For all tables that are InnoDB and/or MyISAM, run this query:
SELECT DISTINCT
CONCAT('SELECT ',ndxcollist,' FROM ',
db,'.',tb,' ORDER BY ',ndxcollist,';') SelectQueryToLoadCache
FROM (
SELECT
engine,table_schema db,table_name tb,index_name,
GROUP_CONCAT(column_name ORDER BY seq_in_index) ndxcollist
FROM (
SELECT
B.engine,A.table_schema,A.table_name,
A.index_name,A.column_name,A.seq_in_index
FROM
information_schema.statistics A INNER JOIN
(SELECT engine,table_schema,table_name
FROM information_schema.tables
WHERE engine IN ('InnoDB','MyISAM')) B
USING (table_schema,table_name)
WHERE
B.table_schema NOT IN ('information_schema','mysql')
AND A.index_type <> 'FULLTEXT'
ORDER BY
table_schema,table_name,index_name,seq_in_index
) A
GROUP BY
table_schema,table_name,index_name
) AA
ORDER BY
engine DESC,db,tb
;
This will output every possible SELECT query you need to run that will summon all indexes to be referenced. Place this query in a file called /root/MakeSelectQueriesToLoad.sql. Run the script and collect the output /root/SelectQueriesToLoad.sql. Finally, run it:
mysql -u... -p... -AN < /root/MakeSelectQueriesToLoad.sql > /root/SelectQueriesToLoad.sql
mysql -u... -p... < /root/SelectQueriesToLoad.sql
This will definitely preload all index pages into the InnoDB Buffer Pool and MyISAM Key Cache. If all your data is InnoDB, make two changes:
- replace
WHERE engine IN ('InnoDB','MyISAM')
with WHERE engine='InnoDB'
- replace
CONCAT('SELECT ',ndxcollist,' FROM ',
with CONCAT('SELECT * FROM ',
This will also populate more data pages into the InnoDB Buffer Pool.
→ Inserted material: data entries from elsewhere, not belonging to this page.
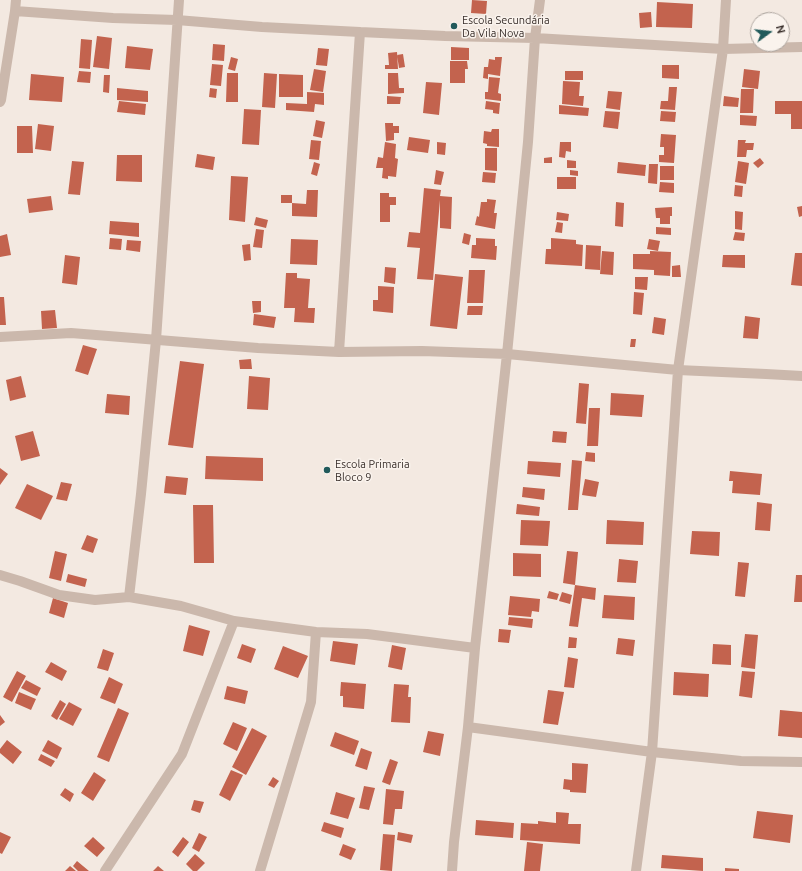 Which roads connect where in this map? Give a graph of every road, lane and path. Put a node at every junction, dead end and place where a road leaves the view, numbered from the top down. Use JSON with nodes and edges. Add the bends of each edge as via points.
{"nodes":[{"id":1,"x":16,"y":0,"type":"edge"},
{"id":2,"x":179,"y":0,"type":"edge"},
{"id":3,"x":540,"y":0,"type":"edge"},
{"id":4,"x":726,"y":0,"type":"edge"},
{"id":5,"x":15,"y":11,"type":"junction"},
{"id":6,"x":177,"y":20,"type":"junction"},
{"id":7,"x":360,"y":32,"type":"junction"},
{"id":8,"x":535,"y":38,"type":"junction"},
{"id":9,"x":802,"y":47,"type":"edge"},
{"id":10,"x":723,"y":49,"type":"junction"},
{"id":11,"x":0,"y":102,"type":"edge"},
{"id":12,"x":0,"y":337,"type":"edge"},
{"id":13,"x":156,"y":340,"type":"junction"},
{"id":14,"x":339,"y":352,"type":"junction"},
{"id":15,"x":507,"y":354,"type":"junction"},
{"id":16,"x":678,"y":370,"type":"junction"},
{"id":17,"x":802,"y":376,"type":"edge"},
{"id":18,"x":0,"y":575,"type":"edge"},
{"id":19,"x":129,"y":597,"type":"junction"},
{"id":20,"x":234,"y":621,"type":"junction"},
{"id":21,"x":316,"y":632,"type":"junction"},
{"id":22,"x":476,"y":648,"type":"junction"},
{"id":23,"x":468,"y":727,"type":"junction"},
{"id":24,"x":652,"y":752,"type":"junction"},
{"id":25,"x":802,"y":762,"type":"edge"},
{"id":26,"x":105,"y":871,"type":"edge"},
{"id":27,"x":260,"y":871,"type":"edge"},
{"id":28,"x":452,"y":871,"type":"edge"},
{"id":29,"x":636,"y":871,"type":"edge"}],
"edges":[{"from":1,"to":5,"type":"street"},
{"from":2,"to":6,"type":"street"},
{"from":3,"to":8,"type":"street"},
{"from":4,"to":10,"type":"street"},
{"from":5,"to":6,"type":"street"},
{"from":5,"to":11,"type":"street"},
{"from":6,"to":7,"type":"street"},
{"from":6,"to":13,"type":"street"},
{"from":7,"to":8,"type":"street"},
{"from":7,"to":14,"type":"street"},
{"from":8,"to":10,"type":"street"},
{"from":8,"to":15,"type":"street","via":[[528,142]]},
{"from":9,"to":10,"type":"street"},
{"from":10,"to":16,"type":"street"},
{"from":12,"to":13,"type":"street","via":[[71,333]]},
{"from":13,"to":14,"type":"street"},
{"from":13,"to":19,"type":"street"},
{"from":14,"to":15,"type":"street"},
{"from":15,"to":16,"type":"street"},
{"from":15,"to":22,"type":"street"},
{"from":16,"to":17,"type":"street"},
{"from":16,"to":24,"type":"street"},
{"from":18,"to":19,"type":"street","via":[[59,595],[95,600]]},
{"from":19,"to":20,"type":"street","via":[[181,606]]},
{"from":20,"to":21,"type":"street"},
{"from":20,"to":26,"type":"street","via":[[182,754]]},
{"from":21,"to":22,"type":"street","via":[[367,634]]},
{"from":21,"to":27,"type":"street","via":[[311,702]]},
{"from":22,"to":23,"type":"street"},
{"from":23,"to":24,"type":"street"},
{"from":23,"to":28,"type":"street"},
{"from":24,"to":25,"type":"street","via":[[741,761]]},
{"from":24,"to":29,"type":"street"}]} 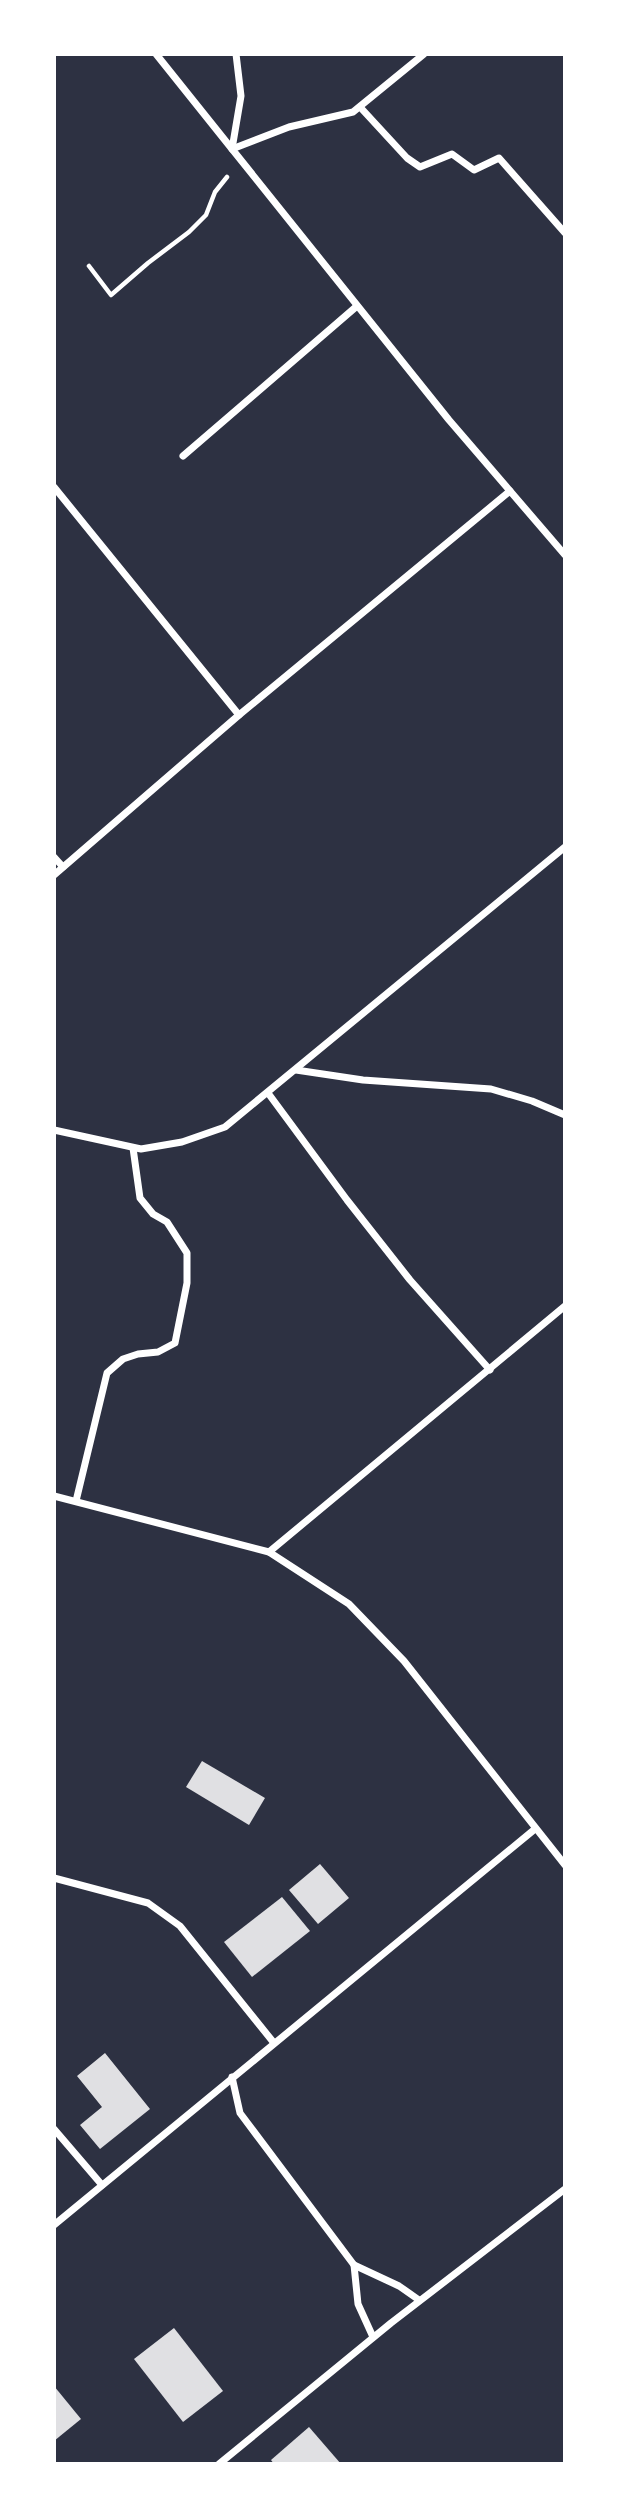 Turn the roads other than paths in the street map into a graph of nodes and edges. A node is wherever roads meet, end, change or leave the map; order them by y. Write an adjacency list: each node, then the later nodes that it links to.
1 (156, 54): 5 (street)
2 (236, 54): 5 (street)
3 (424, 54): 4 (street)
4 (360, 107): 5 (street); 6 (street)
5 (232, 149): 7 (street)
6 (565, 233)
7 (357, 306): 8 (street); 10 (street)
8 (183, 456)
9 (54, 487): 12 (street)
10 (510, 491): 11 (street); 12 (street)
11 (565, 555)
12 (239, 715): 15 (street)
13 (565, 847): 17 (street)
14 (54, 857): 15 (street)
15 (63, 867): 16 (street)
16 (54, 875)
17 (296, 1070): 18 (street); 19 (street)
18 (268, 1093): 21 (street); 23 (street)
19 (565, 1115)
20 (54, 1130): 21 (street)
21 (133, 1148): 25 (street)
22 (565, 1306): 23 (street)
23 (490, 1370): 26 (street)
24 (54, 1496): 25 (street)
25 (76, 1501): 26 (street)
26 (269, 1552): 27 (street)
27 (535, 1829): 28 (street); 30 (street)
28 (565, 1865)
29 (54, 1878): 30 (street)
30 (274, 2043): 31 (street)
31 (232, 2077): 33 (street); 36 (street)
32 (54, 2129): 33 (street)
33 (102, 2185): 35 (street)
34 (565, 2189): 37 (street)
35 (54, 2225)
36 (354, 2265): 37 (street); 38 (street)
37 (419, 2300): 38 (street)
38 (373, 2337): 39 (street)
39 (219, 2464)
FINAL NOTE : Make sure the InnoDB Buffer Pool is large enough to hold all your InnoDB Data
Since you are running MySQL 5.5, you may want to consider configuring InnoDB to access multiple cores
Here are the settings you should be using
innodb_thread_concurrency sets the upper bound on number of concurrent threads that InnoDB can hold open. Best round number to set for this is (2 X Number of CPUs) + Number of Disks. UPDATE : As I learned firsthand from the Percona NYC Conference, you should set this to 0 in order to alert InnoDB Storage Engine to find the best number of threads for the environment it is running in.
innodb_concurrency_tickets sets the number of threads that can bypass concurrency checking with impunity. After that limit is reached, thread concurrency checking becomes the norm again.
innodb_commit_concurrency sets the number of concurrent transactions that can be committed. Since the default is 0, not setting this allows any number of transactions to commit simultaneously.
innodb_thread_sleep_delay sets the number of milliseconds an InnoDB thread can be dormant before reentering the InnoDB queue. Default is 10000 (10 sec).
innodb_read_io_threads and innodb_write_io_threads (both since MySQL 5.1.38) allocate the specified number of threads for reads and writes. Default is 4 and maximum is 64.
innodb_replication_delay imposes thread delay on a slave is innodb_thread_concurrency is reached.
Here are my past posts on MySQL 5.5 and activating multiple cores for InnoDB
Best Answer
MyISAM or InnoDB? Depending on which, you need to see the appropriate cache buffer. If you had 16GB of RAM, you could set that so that the table will (eventually) be entirely in RAM. That would move it from being I/O bound (as it probably is now) to being CPU bound. At that point, an old, slow, cheap, spinning drive will be almost as good as SSDs.
Can you parallelize the algorithm? If so, split it into as many programs (connections) as you have cores. That will (assuming CPU-bound) give you a nice speed-up.
Let's see the main query. And the SHOW CREATE TABLE for any table(s) involved. There may be simple ways to speed it up.
(I estimate that a table of 8.4GB is about the 96th percentile.)